The Sun itself, at some point in the next 4.5 billion years or so, as well other stars that are more or less massive than the Sun, or that keep poor company, can vary much more and on more earthly time scales. There are stars that explode, like supernovae, and others that swallow their companions, like some types of novae. There are yet others that vary their brightness slightly with a very constant frequency that has allowed us to calculate the size of the universe.
Here are some last examples of cosmic variability, quite spectacular in my opinion. Black holes, especially the supermassive ones that inhabit the nuclei of all galaxies like ours, sometimes swallow the matter around them, sometimes even entire stars, and in the process a large amount of energy is released, and its brightness (the brightness of what is around the black hole, which is what it emits) varies.

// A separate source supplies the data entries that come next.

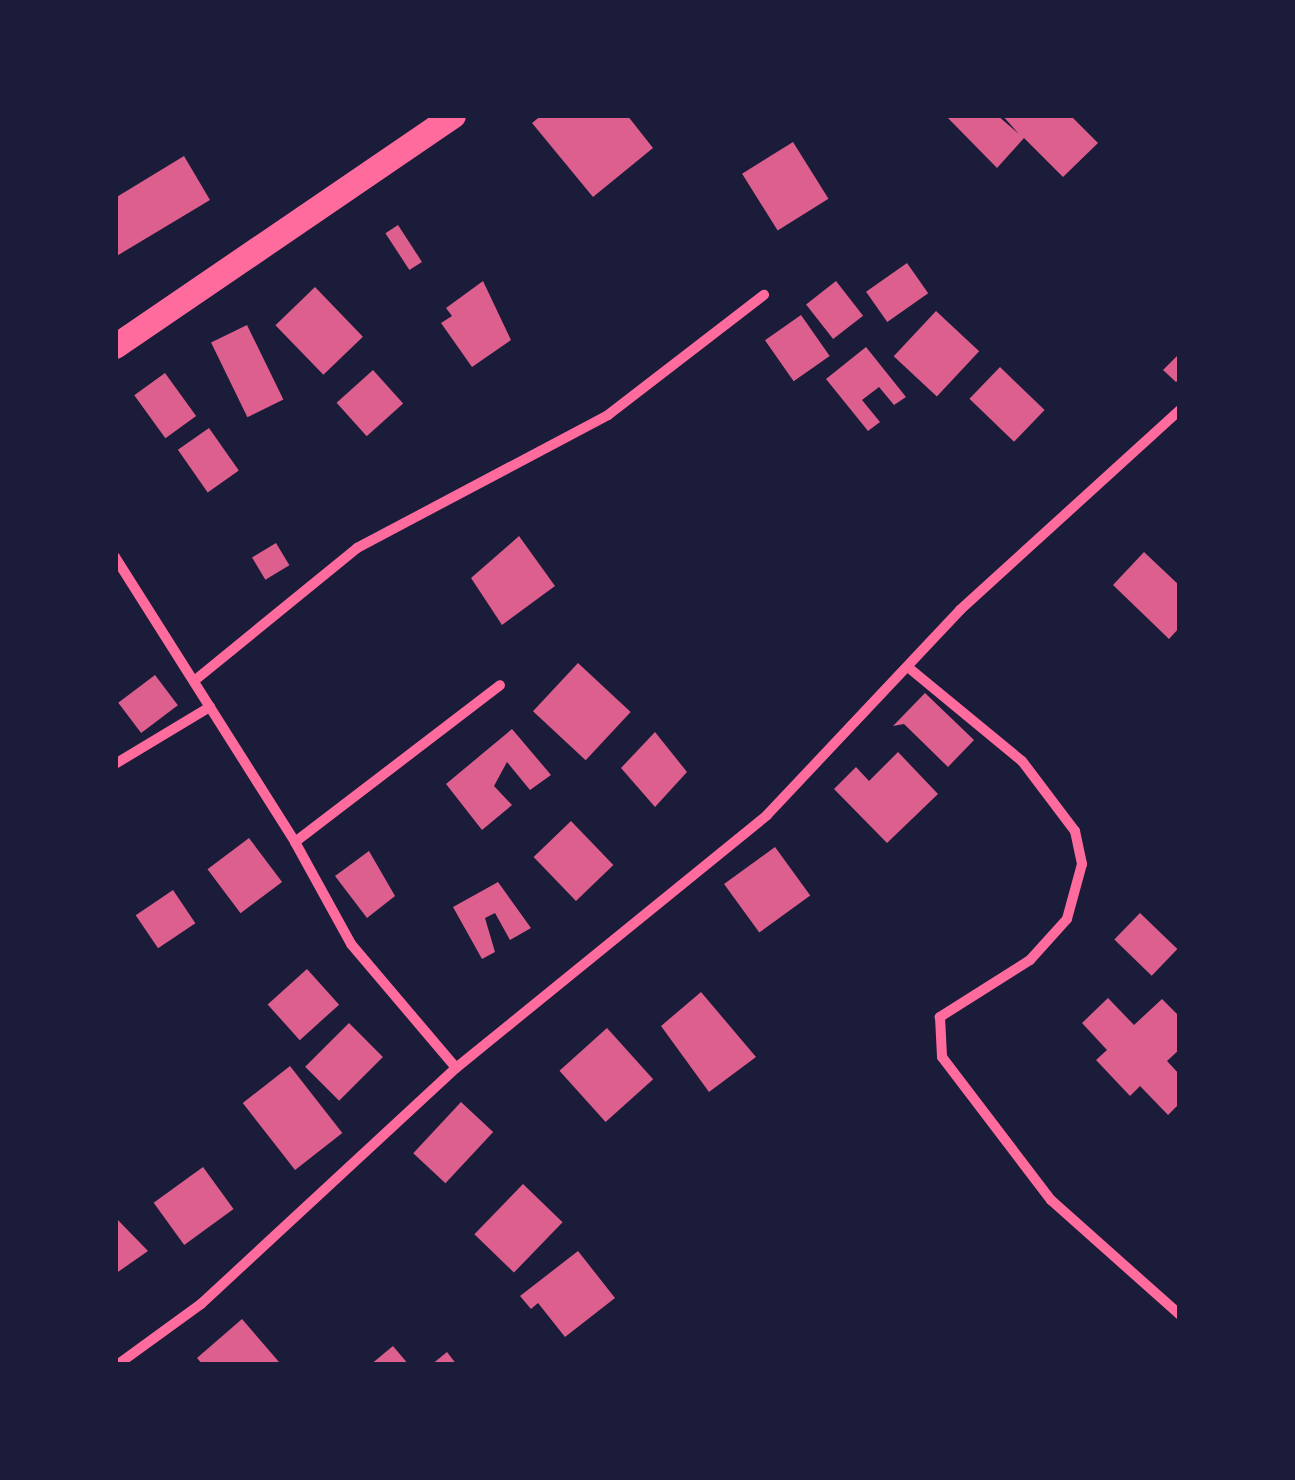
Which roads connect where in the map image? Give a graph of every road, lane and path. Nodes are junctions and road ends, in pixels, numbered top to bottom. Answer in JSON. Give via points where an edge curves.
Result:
{"nodes":[{"id":1,"x":453,"y":115,"type":"edge"},
{"id":2,"x":764,"y":295,"type":"dead end"},
{"id":3,"x":115,"y":346,"type":"edge"},
{"id":4,"x":1180,"y":410,"type":"edge"},
{"id":5,"x":115,"y":557,"type":"edge"},
{"id":6,"x":909,"y":668,"type":"junction"},
{"id":7,"x":194,"y":681,"type":"junction"},
{"id":8,"x":500,"y":685,"type":"dead end"},
{"id":9,"x":210,"y":707,"type":"junction"},
{"id":10,"x":115,"y":764,"type":"edge"},
{"id":11,"x":295,"y":842,"type":"junction"},
{"id":12,"x":456,"y":1068,"type":"junction"},
{"id":13,"x":1180,"y":1315,"type":"edge"},
{"id":14,"x":117,"y":1365,"type":"edge"}],
"edges":[{"from":1,"to":3,"type":"main road"},
{"from":2,"to":7,"type":"street","via":[[608,415],[357,548]]},
{"from":4,"to":6,"type":"street"},
{"from":5,"to":7,"type":"street"},
{"from":6,"to":12,"type":"street","via":[[680,892]]},
{"from":6,"to":13,"type":"street","via":[[1022,761],[1075,831],[1082,864],[1067,920],[1030,960],[940,1017],[942,1056],[1051,1200]]},
{"from":7,"to":9,"type":"street"},
{"from":8,"to":11,"type":"street"},
{"from":9,"to":10,"type":"street"},
{"from":9,"to":11,"type":"street"},
{"from":11,"to":12,"type":"street","via":[[350,944]]},
{"from":12,"to":14,"type":"street","via":[[200,1304]]}]}
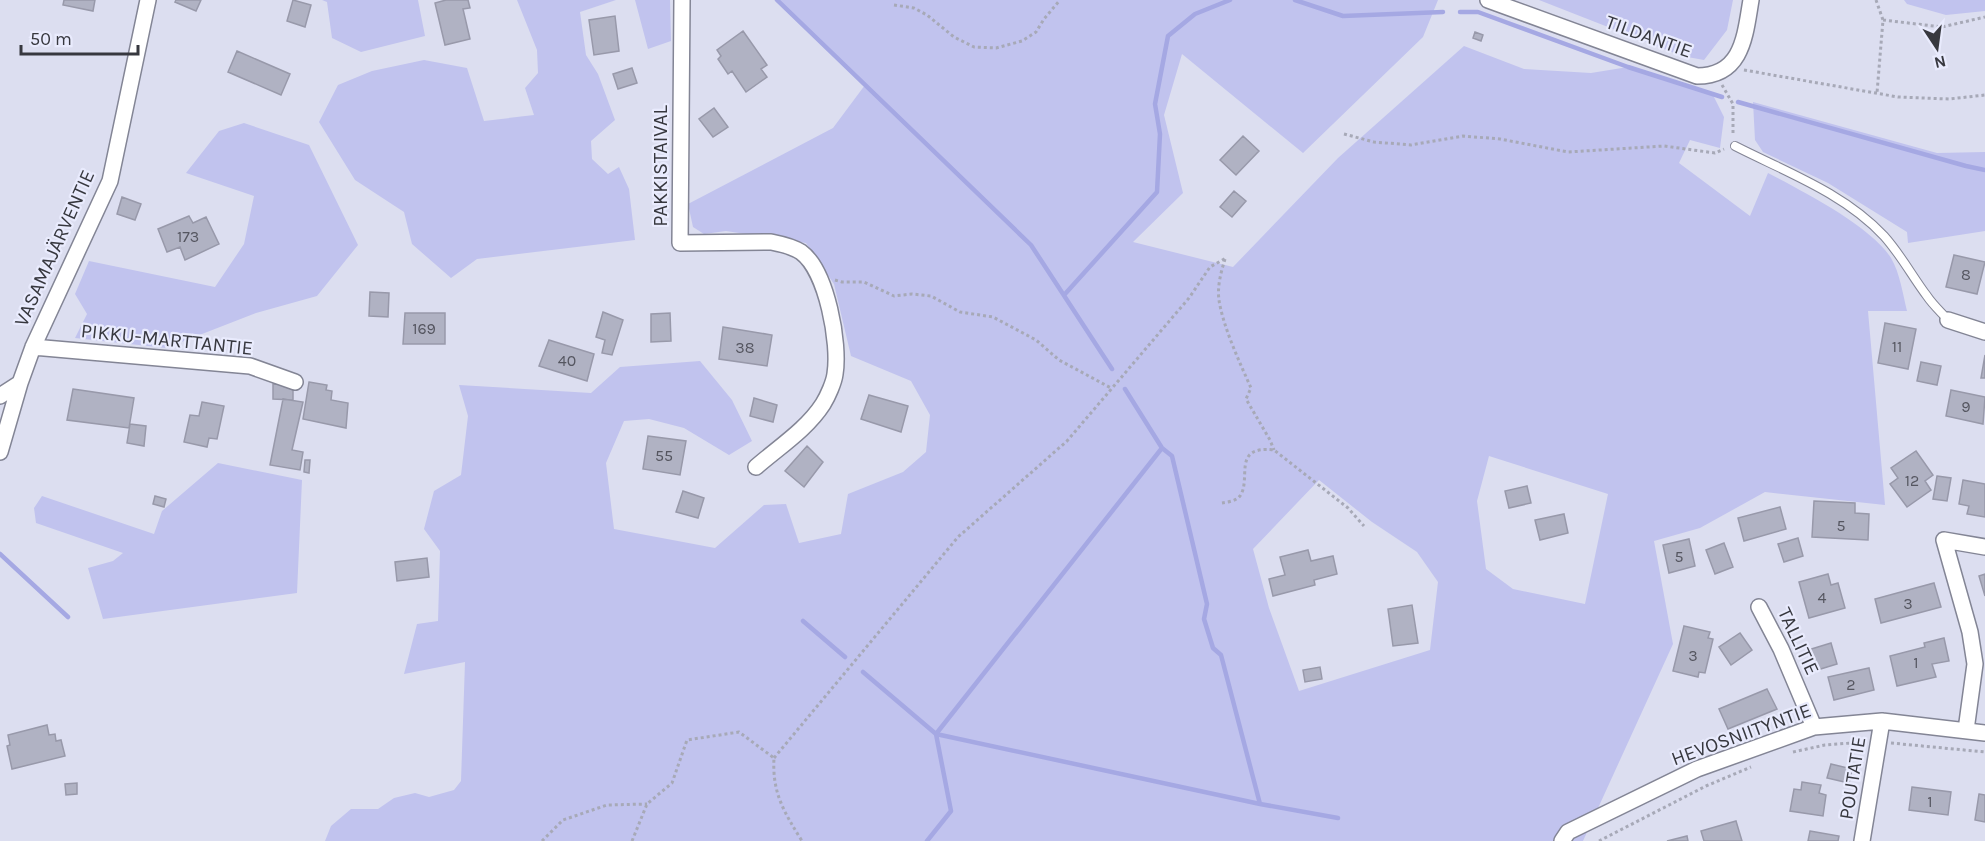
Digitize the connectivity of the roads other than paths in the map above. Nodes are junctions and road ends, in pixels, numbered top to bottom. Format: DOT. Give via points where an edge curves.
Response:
graph roads {
  1 [pos="148,0"];
  2 [pos="682,0"];
  3 [pos="1488,0"];
  4 [pos="1751,0"];
  5 [pos="1735,146"];
  6 [pos="1948,320"];
  7 [pos="1985,332"];
  8 [pos="33,347"];
  9 [pos="295,382"];
  10 [pos="20,383"];
  11 [pos="0,396"];
  12 [pos="0,452"];
  13 [pos="756,466"];
  14 [pos="1985,547"];
  15 [pos="1759,606"];
  16 [pos="1882,721"];
  17 [pos="1814,727"];
  18 [pos="1966,730"];
  19 [pos="1985,733"];
  20 [pos="1562,841"];
  21 [pos="1862,841"];
  1 -- 8 [label="street, VASAMAJÄRVENTIE" via="110,181"];
  2 -- 13 [label="street, PAKKISTAIVAL" via="680,243 771,242 801,252 821,283 836,343 835,375 824,403 806,424"];
  3 -- 4 [label="street, TILDANTIE" via="1697,75 1722,70 1737,55"];
  5 -- 6 [label="lane" via="1804,178 1882,234"];
  6 -- 7 [label="street"];
  8 -- 9 [label="street, PIKKU-MARTTANTIE" via="250,366"];
  8 -- 10 [label="street, VASAMAJÄRVENTIE"];
  10 -- 11 [label="street"];
  10 -- 12 [label="street, VASAMAJÄRVENTIE"];
  14 -- 18 [label="street" via="1944,540 1975,664"];
  15 -- 17 [label="street, TALLITIE"];
  16 -- 17 [label="street, HEVOSNIITYNTIE"];
  16 -- 18 [label="street, HEVOSNIITYNTIE"];
  16 -- 21 [label="street, POUTATIE"];
  17 -- 20 [label="street, HEVOSNIITYNTIE" via="1697,769 1568,832"];
  18 -- 19 [label="street, HEVOSNIITYNTIE"];
}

That variability can have time scales of years, days, hours, even seconds.
Another variability of the heavens is so extremely subtle and ephemeral, so amazing, that we have only managed to verify it a few years ago. Sometimes the stars literally align, and that doesn’t affect our lives, but it does affect what we see. Alignment is a chance event, and it can happen be between things as different and distant as a star at the beginning and ends of the universe, or even a planet (closer) and a tiny black hole in our own galaxy or one very close by. Although it is impossible to see the two stars under normal conditions, if the alignment occurs, the apparent brightness of the distant object is increased significantly (even thousands of times). Of course, it will only happen for a short period of time that will never again be repeated. This is gravitational lensing, but it is a fortuitous lensing that only happens once in a lifetime (in the lifetime of the universe!).

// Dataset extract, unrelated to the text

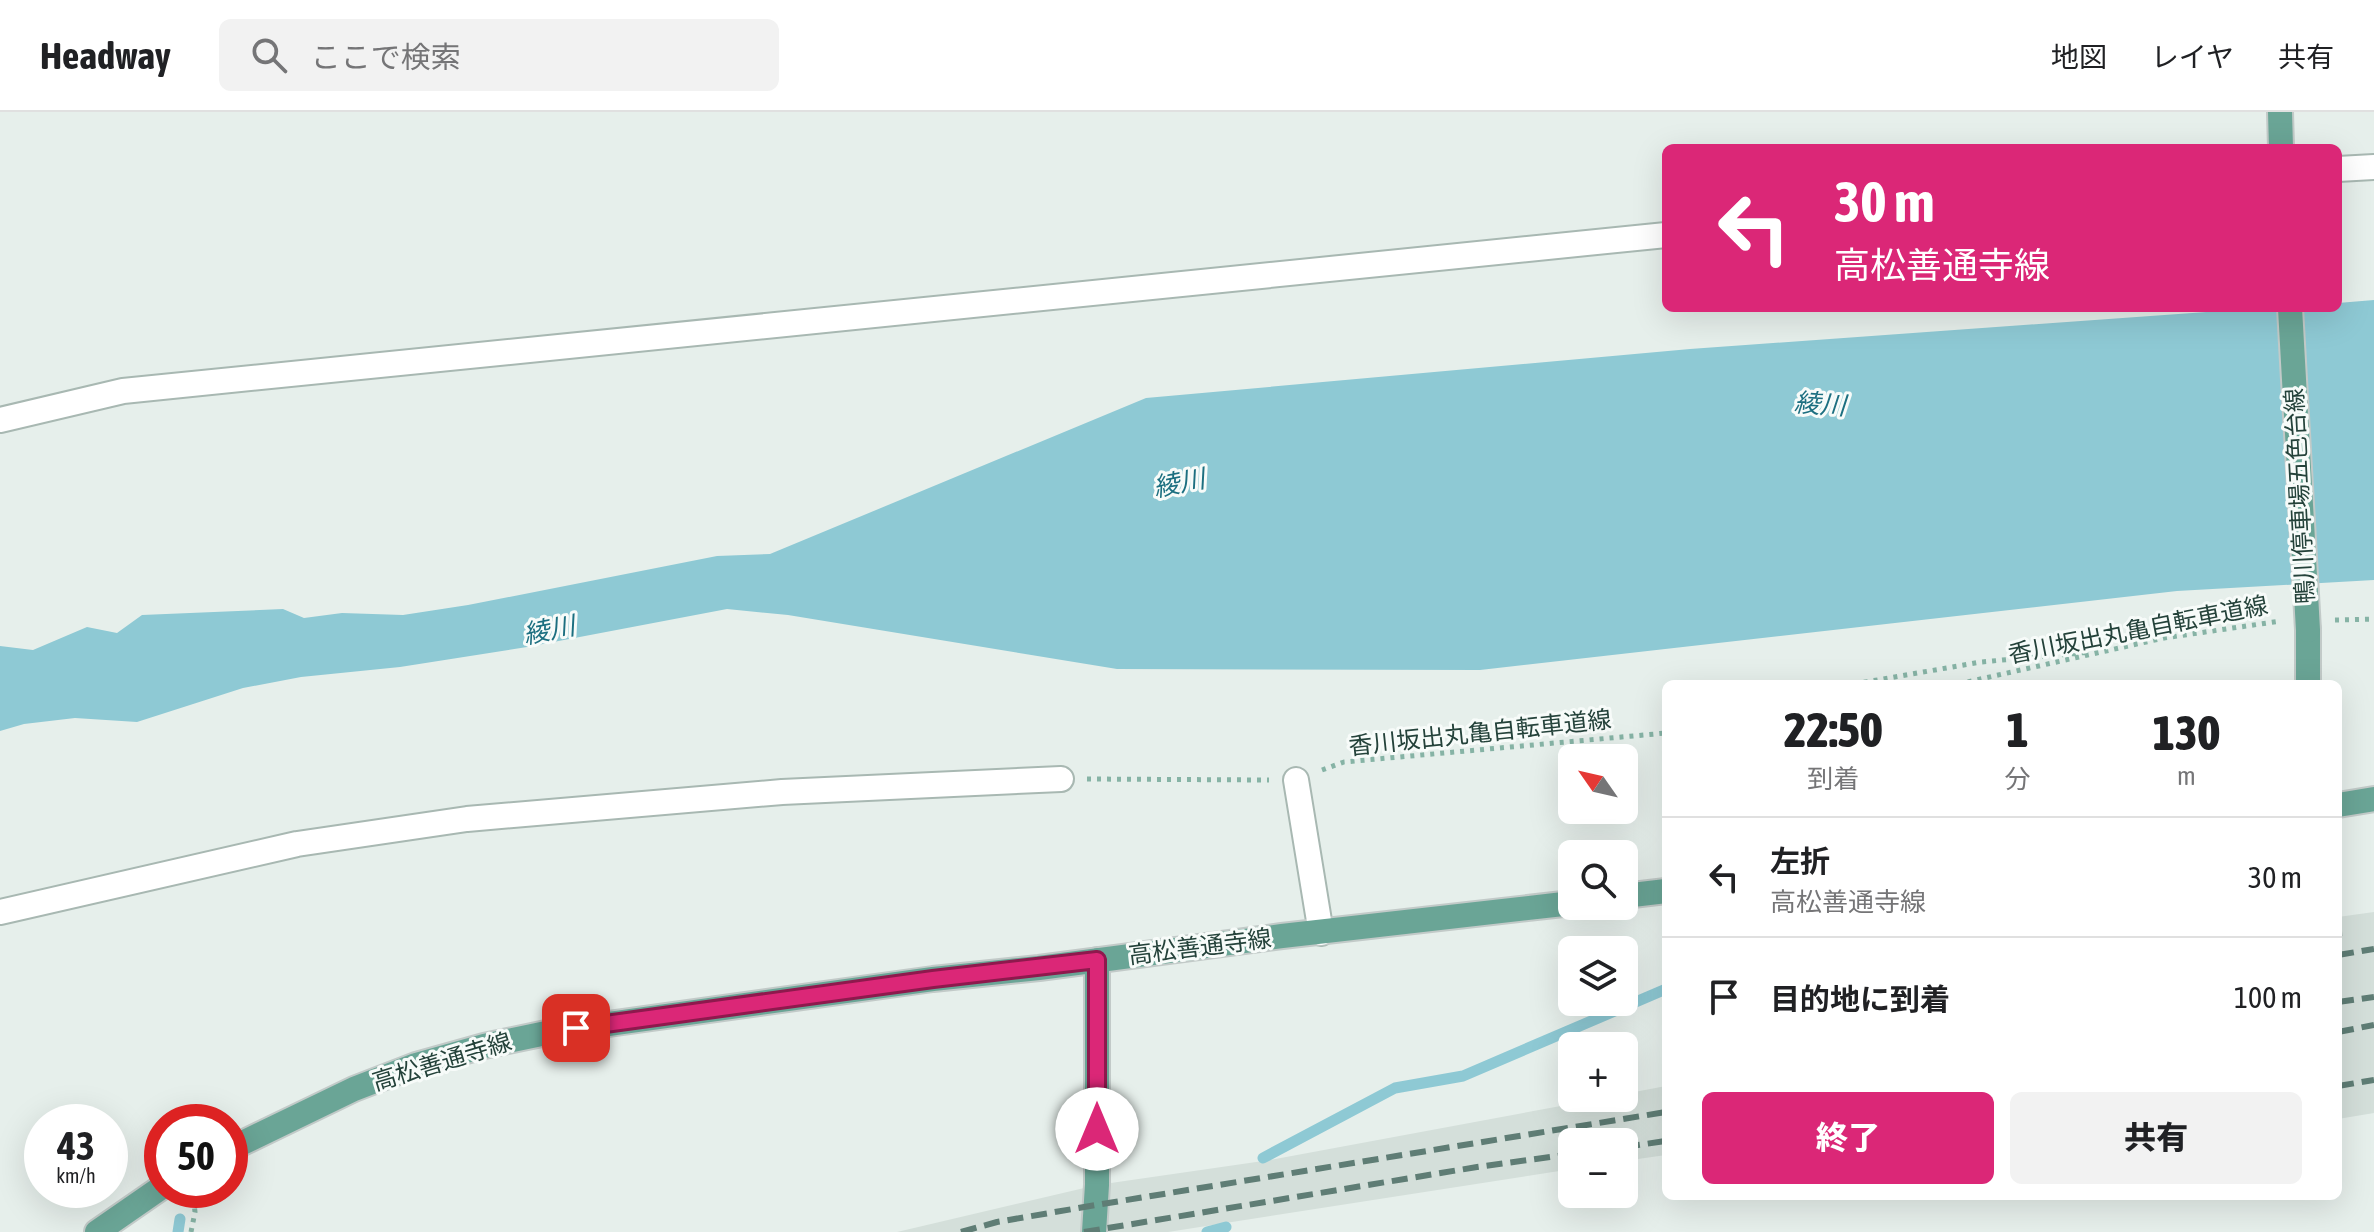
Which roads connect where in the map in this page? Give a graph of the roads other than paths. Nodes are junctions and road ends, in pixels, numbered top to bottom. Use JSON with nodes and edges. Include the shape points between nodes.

The concept of variability is closely linked to time. Today it is not easy for us to conceive that something like time changes, is relative, and can be stopped, or not exist at all. In short, we already know that the heavens are not immutable, despite our resistance to the concept of change, of that cognitive inertia that gives us a sense of security; Thinking that things never seen before can happen scares us too much. Which surely makes us pessimists by nature, because who is to say that what we have never seen, these cosmic changes, might not be positive? At least discovering and understanding things never seen before is a beautiful thing.
Pablo G. Pérez González is a researcher at Spain’s Astrobiology Center.